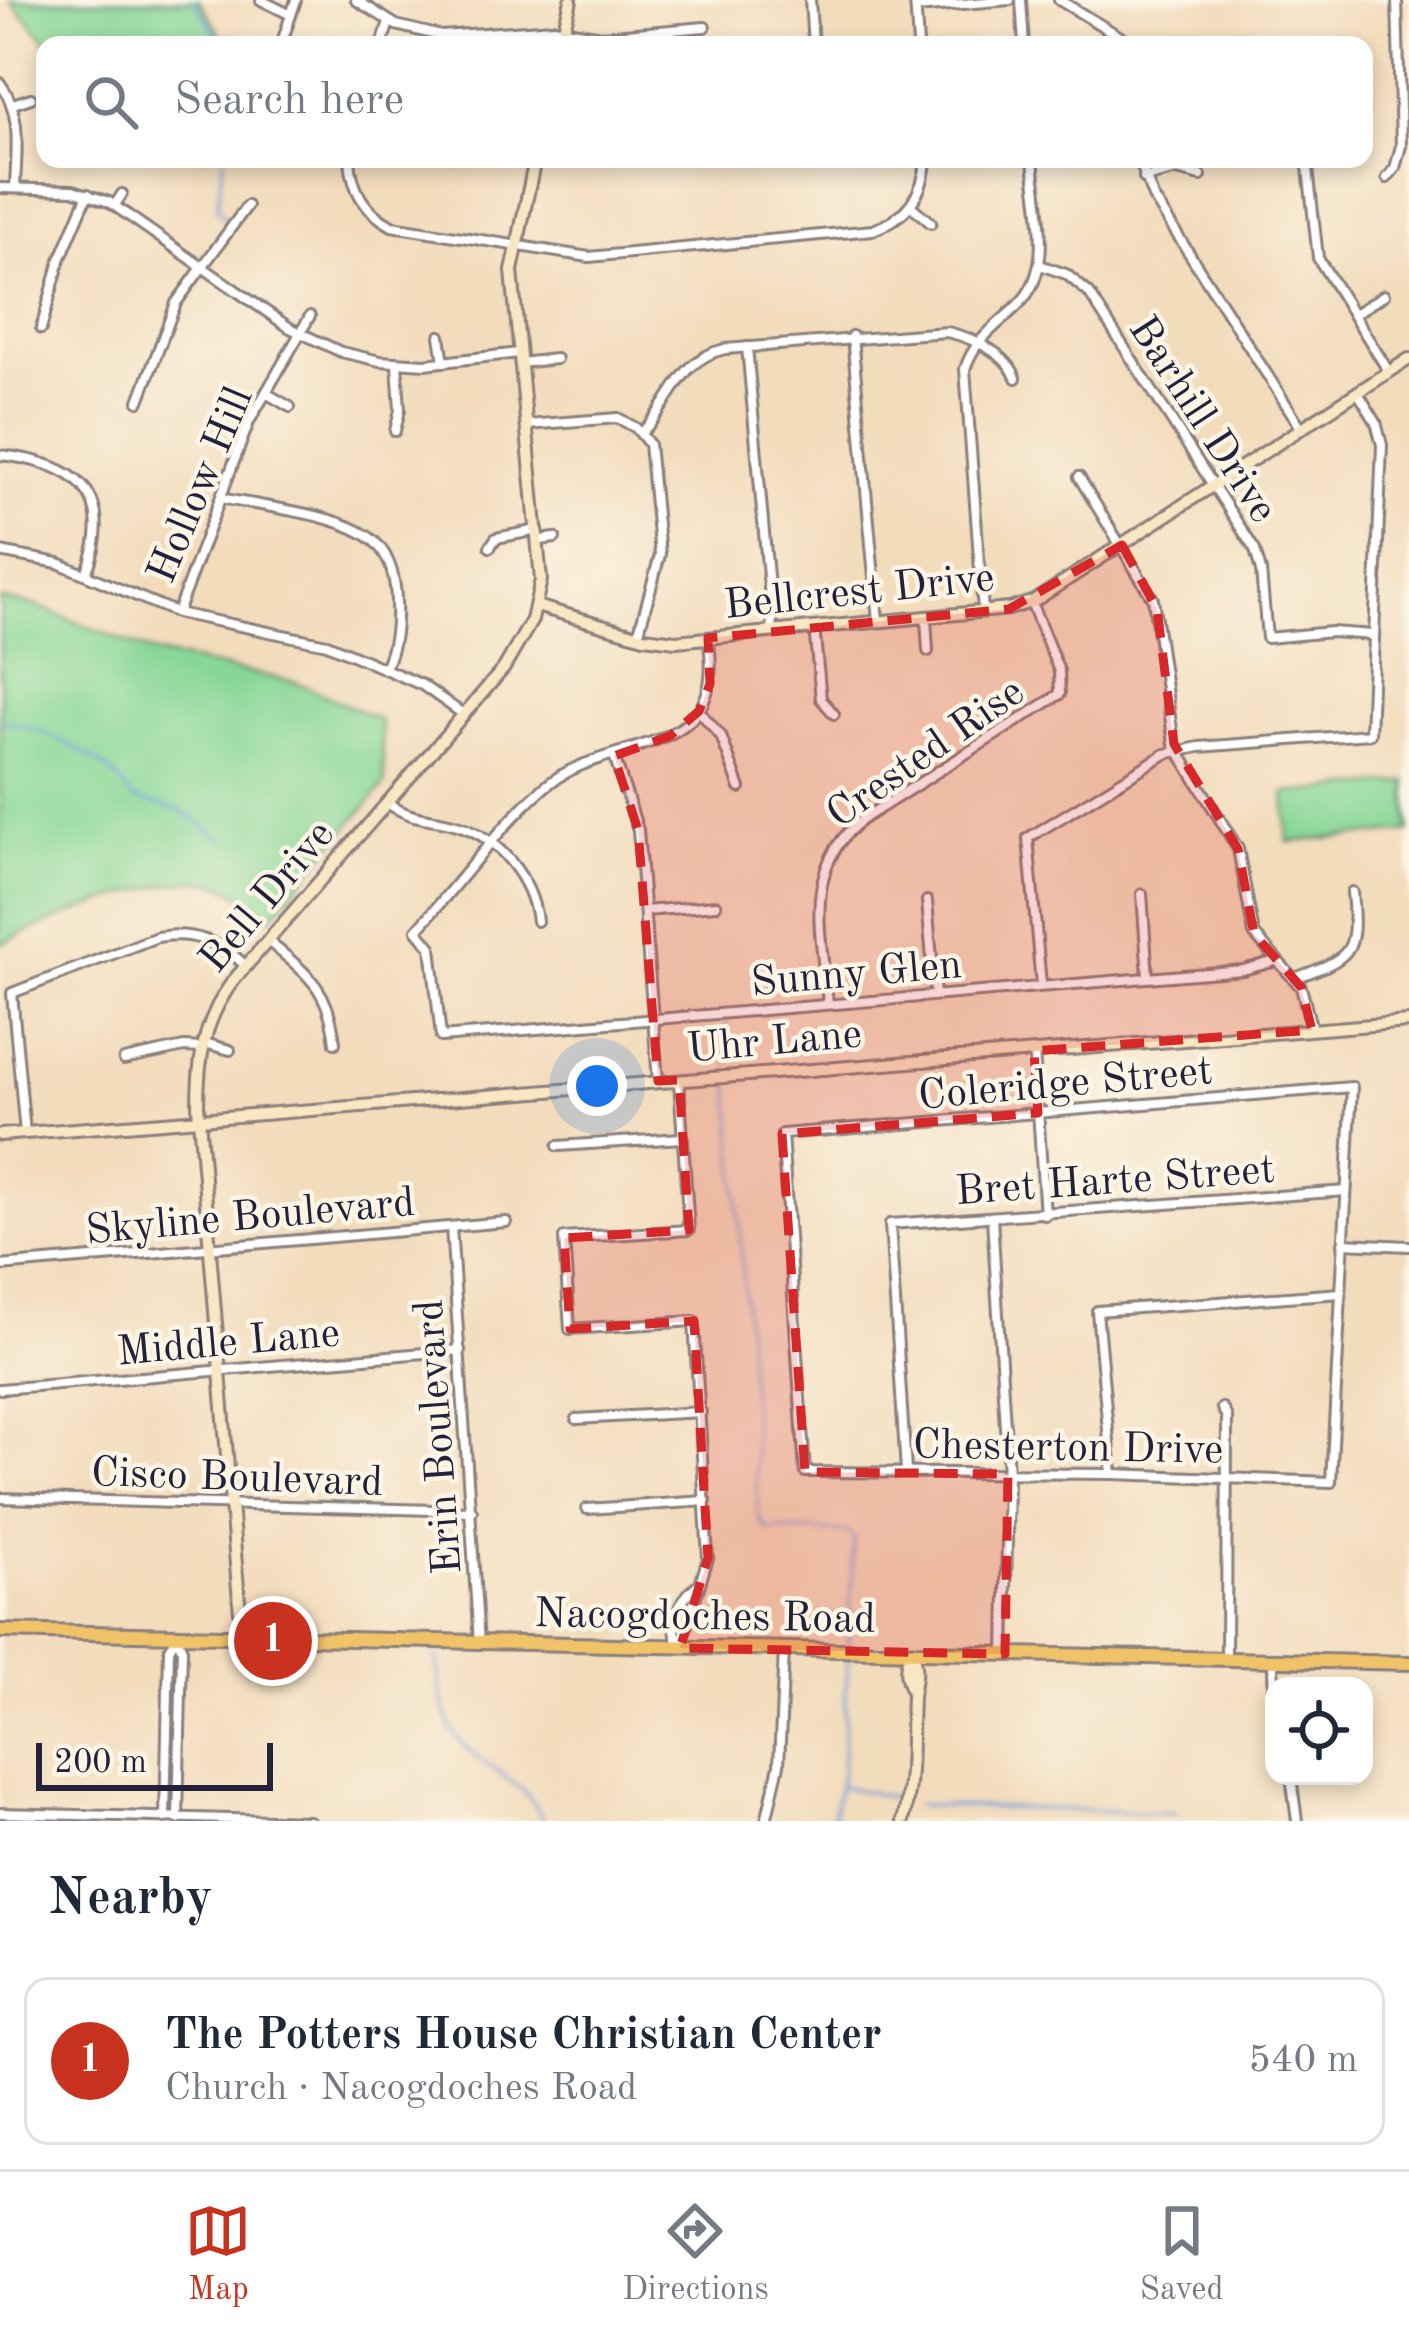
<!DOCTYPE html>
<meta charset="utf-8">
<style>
:root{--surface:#fff;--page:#f2f2f3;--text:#1f2937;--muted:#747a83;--line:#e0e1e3;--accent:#c8321e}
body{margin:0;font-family:"Old Standard TT",serif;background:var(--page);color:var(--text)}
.controls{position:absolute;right:36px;bottom:36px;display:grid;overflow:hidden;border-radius:24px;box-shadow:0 6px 18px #0003}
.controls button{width:108px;height:108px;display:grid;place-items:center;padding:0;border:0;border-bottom:3px solid var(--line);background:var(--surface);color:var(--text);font:60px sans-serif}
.scale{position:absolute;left:36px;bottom:30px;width:237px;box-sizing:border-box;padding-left:12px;border:6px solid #22223b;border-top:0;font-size:33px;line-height:42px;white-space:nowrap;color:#22223b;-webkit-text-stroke:9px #fcf5e5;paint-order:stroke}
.you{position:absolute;left:597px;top:1086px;width:42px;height:42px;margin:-30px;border:9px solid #fff;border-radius:50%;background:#1a73e8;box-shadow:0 0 0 18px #1a73e833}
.badge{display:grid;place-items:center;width:78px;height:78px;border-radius:50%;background:var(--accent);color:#fff;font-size:39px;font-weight:700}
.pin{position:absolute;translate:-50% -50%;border:6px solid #fff;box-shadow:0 3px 12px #0006}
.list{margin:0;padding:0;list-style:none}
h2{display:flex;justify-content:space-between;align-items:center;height:156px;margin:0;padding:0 48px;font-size:51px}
h2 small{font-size:39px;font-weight:400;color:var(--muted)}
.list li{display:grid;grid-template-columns:78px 1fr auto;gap:36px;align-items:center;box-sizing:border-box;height:168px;margin:0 24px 24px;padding:0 24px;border:3px solid var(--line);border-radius:24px}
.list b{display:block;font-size:45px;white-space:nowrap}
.list p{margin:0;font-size:39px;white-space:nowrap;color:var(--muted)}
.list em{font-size:39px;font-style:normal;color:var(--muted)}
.icon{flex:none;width:66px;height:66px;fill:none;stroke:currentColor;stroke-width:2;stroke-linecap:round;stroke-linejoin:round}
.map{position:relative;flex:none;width:1409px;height:1821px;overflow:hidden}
.search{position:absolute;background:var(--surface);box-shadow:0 6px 18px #0003;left:36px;right:36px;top:36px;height:132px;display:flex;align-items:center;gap:30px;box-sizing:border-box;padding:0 42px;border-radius:24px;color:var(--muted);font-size:45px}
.sheet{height:348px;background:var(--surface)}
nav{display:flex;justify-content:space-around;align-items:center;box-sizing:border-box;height:168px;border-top:3px solid var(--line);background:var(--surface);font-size:33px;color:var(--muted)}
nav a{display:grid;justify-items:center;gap:6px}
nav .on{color:var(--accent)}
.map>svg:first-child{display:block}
.green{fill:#88d796;stroke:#557c68;stroke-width:3}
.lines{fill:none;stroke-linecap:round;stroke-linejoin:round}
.stream{stroke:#6d9dd7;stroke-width:3}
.street-casing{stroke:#8a7f7c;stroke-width:14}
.secondary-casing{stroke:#8a7f7c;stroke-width:16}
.primary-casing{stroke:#8a7f7c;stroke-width:18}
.street{stroke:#fff;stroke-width:8}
.secondary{stroke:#f9e7c3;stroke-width:10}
.primary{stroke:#f1c369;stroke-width:12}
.marked{fill:#d62828;fill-opacity:0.2;stroke:#d62828;stroke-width:9;stroke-dasharray:24 15;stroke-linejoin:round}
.labels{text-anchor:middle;stroke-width:9;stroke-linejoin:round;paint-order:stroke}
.street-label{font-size:42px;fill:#22223b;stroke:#fcf5e5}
</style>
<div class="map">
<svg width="1409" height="1821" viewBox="0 0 1409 1821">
<rect width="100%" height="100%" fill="#fcf5e5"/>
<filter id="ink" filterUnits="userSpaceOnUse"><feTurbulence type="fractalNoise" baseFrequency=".00833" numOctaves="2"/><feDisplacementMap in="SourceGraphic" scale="24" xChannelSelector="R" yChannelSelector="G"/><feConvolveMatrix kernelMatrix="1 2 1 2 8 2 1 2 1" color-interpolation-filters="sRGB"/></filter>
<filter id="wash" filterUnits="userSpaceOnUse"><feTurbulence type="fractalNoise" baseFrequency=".004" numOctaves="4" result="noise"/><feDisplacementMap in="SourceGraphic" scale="48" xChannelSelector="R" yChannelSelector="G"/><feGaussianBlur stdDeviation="2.7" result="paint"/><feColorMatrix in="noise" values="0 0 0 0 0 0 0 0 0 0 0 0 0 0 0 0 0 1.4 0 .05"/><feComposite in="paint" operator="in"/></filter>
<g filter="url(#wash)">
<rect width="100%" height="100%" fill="#f2dcbc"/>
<g class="green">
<path d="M10,0H199L227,45H50Z"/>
<path d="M0,599L36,606L156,654L295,682L380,720L385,784L271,917C254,907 233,888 214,883C173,871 38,923 0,945Z"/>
<path d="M1407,782L1409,831L1288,842L1285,793Z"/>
</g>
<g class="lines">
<g class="stream">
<path d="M193,0L223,45"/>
<path d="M224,159L217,208L228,222"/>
<path d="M0,721C41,726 113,760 131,798L182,811L225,841"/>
<path d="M726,1020L729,1064"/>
<path d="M730,1085L759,1519L767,1529L847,1532L854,1538L848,1647"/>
<path d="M437,1656C440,1682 441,1715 457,1737C482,1770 529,1780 543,1821"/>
<path d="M840,1786L896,1798"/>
<path d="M917,1805L1175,1813"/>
<path d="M832,1821L842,1772L848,1656"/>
</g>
</g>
</g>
<g filter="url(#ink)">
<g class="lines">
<g class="street-casing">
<g id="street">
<path d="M261,0L291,15"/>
<path d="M356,0L396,25L441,36L554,28L602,36L705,27"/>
<path d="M810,0L813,45"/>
<path d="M915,0L918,45"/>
<path d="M1021,0L1024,45"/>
<path d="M1059,0L1134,45"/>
<path d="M916,8L1010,0"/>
<path d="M281,45L296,0"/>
<path d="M382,45L389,22"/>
<path d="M0,83C23,113 16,152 15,188"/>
<path d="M13,104L31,98"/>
<path d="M350,159C352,190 364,211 392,226L589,257L873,230C906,218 924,195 926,159"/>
<path d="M1139,159L1153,197L1302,429"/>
<path d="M1307,159L1318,258L1389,372"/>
<path d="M1144,178L1177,170L1201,176"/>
<path d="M1387,178L1395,168L1401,146L1397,0"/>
<path d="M0,188L73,190L109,202L290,328L341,352L380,361L425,364L519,353"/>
<path d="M115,205L122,194"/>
<path d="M911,206L931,223"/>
<path d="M1040,265L1066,274L1089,293L1255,550L1261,571L1267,638L1331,632L1374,635"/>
<path d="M1353,315L1384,295"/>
<path d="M41,329L60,260L88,194"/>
<path d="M440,336L444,362"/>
<path d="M852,336L878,621"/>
<path d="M747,347L773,631"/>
<path d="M520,363L556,359"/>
<path d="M266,393L290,407"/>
<path d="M139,401L176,303L247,206"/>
<path d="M527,425L618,418L636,428L649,444L660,555L638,635"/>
<path d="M395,431L400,410L397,363"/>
<path d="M641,433C673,403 678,359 725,349L947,332C973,338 1007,353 1016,378"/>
<path d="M0,455C76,463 118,493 86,574"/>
<path d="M1079,477L1153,599L1174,744L1238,849L1254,934L1301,987L1312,1030"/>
<path d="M221,498C261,507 346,514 375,542C391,557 396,582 396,603C397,627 395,645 385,668"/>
<path d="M541,540L555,538"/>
<path d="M490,547L496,538L538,530"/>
<path d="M0,552L58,563L177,613L327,644L422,685L463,714"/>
<path d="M983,611L965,369C975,338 996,327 1018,305C1056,269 1036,205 1033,159"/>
<path d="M177,613L249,422L310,316"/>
<path d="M926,618L928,651"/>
<path d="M814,627L821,699L834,714"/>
<path d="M708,638C731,763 611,732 546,786C500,825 458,884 417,930L431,947L441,1037L1243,970L1276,961"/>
<path d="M699,711L721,736L740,788"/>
<path d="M614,756L638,830L658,1081"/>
<path d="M387,803C416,822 427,816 457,825C499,837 532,879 537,921"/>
<path d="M1142,894L1148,977"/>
<path d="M927,901L935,995"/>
<path d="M645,911L716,905"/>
<path d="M268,941C308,975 329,987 335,1043"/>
<path d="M1295,978C1352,957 1358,954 1352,892"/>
<path d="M1041,985L1028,838L1165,754L1199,747L1370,734L1382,445L1376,422L1358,393"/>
<path d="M828,1004C822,936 800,867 863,819L1060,694L1059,671L1031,602"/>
<path d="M204,1043L230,1050"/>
<path d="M1034,1051L1045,1215"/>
<path d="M124,1060L184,1047L202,1048"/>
<path d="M679,1081L689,1230L564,1238L570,1329L694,1321L708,1558L680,1648"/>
<path d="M1352,1087L1331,1482L1112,1474L805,1472L782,1134Z"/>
<path d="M25,1133L12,993L157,937C192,931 219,941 245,965"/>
<path d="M558,1146L682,1138"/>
<path d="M992,1218L1008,1474L1005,1654"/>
<path d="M451,1227L479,1643"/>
<path d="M1343,1243L1409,1246"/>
<path d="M0,1266L506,1222"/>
<path d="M0,1389L460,1350"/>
<path d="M1222,1408L1227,1417L1226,1659"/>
<path d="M577,1419L701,1412"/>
<path d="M906,1471L890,1224L1346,1191"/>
<path d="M1112,1474L1097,1311L1341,1293"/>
<path d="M0,1498L472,1511"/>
<path d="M587,1509L706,1501"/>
<path d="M176,1635L182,1649L178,1819"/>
<path d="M679,1647C670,1623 677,1602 696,1586"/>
<path d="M1273,1660L1274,1730"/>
<path d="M1291,1776L1297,1821"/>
<path d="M0,1813L309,1821"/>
<path d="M165,1818L169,1649L176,1637"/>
<path d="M766,1821L779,1765L784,1649"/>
</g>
</g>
<g class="secondary-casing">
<g id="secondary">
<path d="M560,45L571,0"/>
<path d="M536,606L644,637L676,641L1009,609L1034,601L1409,359"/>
<path d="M0,1135L1409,1022"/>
<path d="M242,1637L198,1106C198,1059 204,1020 233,981L504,668L532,620L541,580L512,271L535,159"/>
<path d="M911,1651C904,1667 905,1677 912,1692"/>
<path d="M903,1821C913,1779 910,1740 912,1697C914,1679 919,1670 911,1651"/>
</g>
</g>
<g class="primary-casing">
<path id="primary" d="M0,1631L1409,1663"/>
</g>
<use href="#street" class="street"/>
<use href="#secondary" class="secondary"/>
<use href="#primary" class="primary"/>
</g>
</g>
<path class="marked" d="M1122,545L1157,609L1174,744L1238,849L1254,934L1301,987L1312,1030L1034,1051L1038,1113L782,1134L805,1472L1008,1474L1005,1654L680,1648L708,1558L694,1321L570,1329L564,1238L689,1230L679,1080L658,1081L638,830L614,756L670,736L699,711L710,684L708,638L1009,609Z"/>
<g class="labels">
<g class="street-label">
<text transform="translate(1205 418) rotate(57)" y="15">Barhill Drive</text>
<text transform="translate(198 484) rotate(-67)" y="15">Hollow Hill</text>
<text transform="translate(859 589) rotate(-6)" y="15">Bellcrest Drive</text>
<text transform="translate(924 751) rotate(-35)" y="15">Crested Rise</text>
<text transform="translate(265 895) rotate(-50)" y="15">Bell Drive</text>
<text transform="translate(856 971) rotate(-5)" y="15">Sunny Glen</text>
<text transform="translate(774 1039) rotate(-5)" y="15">Uhr Lane</text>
<text transform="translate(1065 1081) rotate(-5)" y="15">Coleridge Street</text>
<text transform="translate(1115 1178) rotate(-4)" y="15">Bret Harte Street</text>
<text transform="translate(250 1214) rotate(-5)" y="15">Skyline Boulevard</text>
<text transform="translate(228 1340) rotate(-5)" y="15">Middle Lane</text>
<text transform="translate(436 1437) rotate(-94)" y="15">Erin Boulevard</text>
<text transform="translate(1068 1445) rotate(1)" y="15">Chesterton Drive</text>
<text transform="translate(237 1475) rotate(2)" y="15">Cisco Boulevard</text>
<text transform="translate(705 1614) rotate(1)" y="15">Nacogdoches Road</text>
</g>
</g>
</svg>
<div class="controls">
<button><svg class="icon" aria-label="locate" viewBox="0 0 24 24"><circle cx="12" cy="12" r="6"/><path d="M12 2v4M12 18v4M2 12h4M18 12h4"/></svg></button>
</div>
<div class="scale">200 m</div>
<div class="you"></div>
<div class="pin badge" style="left:273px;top:1641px">1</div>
<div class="search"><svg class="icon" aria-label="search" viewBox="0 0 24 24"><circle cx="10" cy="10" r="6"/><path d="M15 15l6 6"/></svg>Search here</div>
</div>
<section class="sheet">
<h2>Nearby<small></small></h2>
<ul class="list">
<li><span class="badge">1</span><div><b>The Potters House Christian Center</b><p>Church · Nacogdoches Road</p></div><em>540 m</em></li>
</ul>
</section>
<nav>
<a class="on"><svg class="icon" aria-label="map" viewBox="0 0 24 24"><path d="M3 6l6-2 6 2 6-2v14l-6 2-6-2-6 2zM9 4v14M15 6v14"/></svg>Map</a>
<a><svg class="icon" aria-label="directions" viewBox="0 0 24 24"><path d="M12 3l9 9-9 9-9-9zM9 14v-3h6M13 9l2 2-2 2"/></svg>Directions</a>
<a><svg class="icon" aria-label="saved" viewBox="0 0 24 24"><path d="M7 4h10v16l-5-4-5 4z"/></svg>Saved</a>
</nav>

:: Your goal ::
In the entries above, how many lines hold the word "white"? State the number and nothing else.

:: Finished task ::
3